> [Instructions to follow] Retype, word for word, every line of the records below starting at the one that contains "Left hand at" and ending at the one that contains "wrist: (243, 444)"; include both of those lines and nothing more.
[Task input — start]
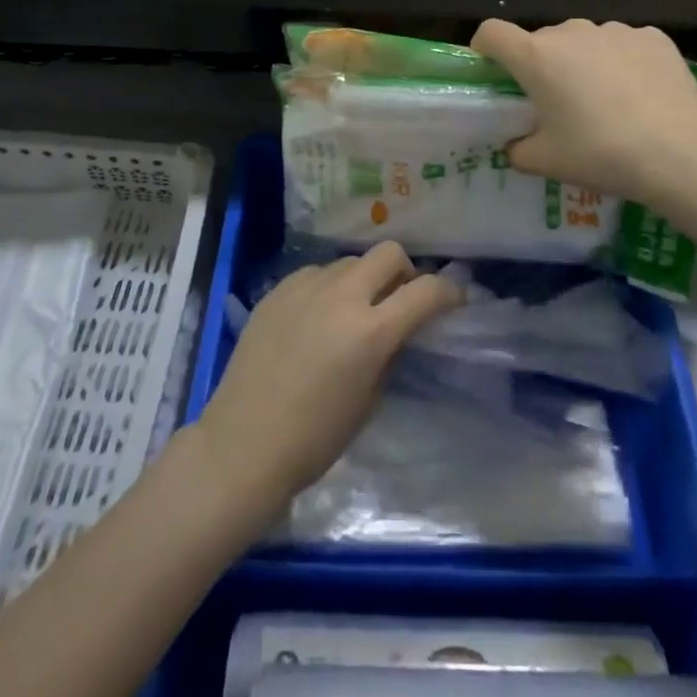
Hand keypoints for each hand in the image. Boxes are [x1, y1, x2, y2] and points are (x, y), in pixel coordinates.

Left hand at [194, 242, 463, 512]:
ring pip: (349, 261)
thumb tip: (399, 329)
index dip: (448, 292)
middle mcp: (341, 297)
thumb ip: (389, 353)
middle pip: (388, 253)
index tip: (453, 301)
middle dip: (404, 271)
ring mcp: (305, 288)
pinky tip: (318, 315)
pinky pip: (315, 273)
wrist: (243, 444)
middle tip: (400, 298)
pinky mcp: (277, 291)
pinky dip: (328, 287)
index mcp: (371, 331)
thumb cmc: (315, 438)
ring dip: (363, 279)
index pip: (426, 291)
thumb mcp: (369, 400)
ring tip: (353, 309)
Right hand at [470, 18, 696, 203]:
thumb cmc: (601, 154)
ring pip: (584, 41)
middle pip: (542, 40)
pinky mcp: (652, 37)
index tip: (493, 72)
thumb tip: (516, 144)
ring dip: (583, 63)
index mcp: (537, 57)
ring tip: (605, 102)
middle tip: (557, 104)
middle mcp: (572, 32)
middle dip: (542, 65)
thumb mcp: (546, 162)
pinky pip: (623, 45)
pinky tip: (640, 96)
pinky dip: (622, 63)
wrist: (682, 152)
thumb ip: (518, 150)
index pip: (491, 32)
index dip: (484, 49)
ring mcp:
[Task input — finish]
> [Task answer]
Left hand at [194, 242, 463, 512]:
ring pip: (349, 261)
thumb tip: (399, 329)
index dip: (448, 292)
middle mcp: (341, 297)
thumb ip: (389, 353)
middle pip: (388, 253)
index tip: (453, 301)
middle dip: (404, 271)
ring mcp: (305, 288)
pinky tip: (318, 315)
pinky pip: (315, 273)
wrist: (243, 444)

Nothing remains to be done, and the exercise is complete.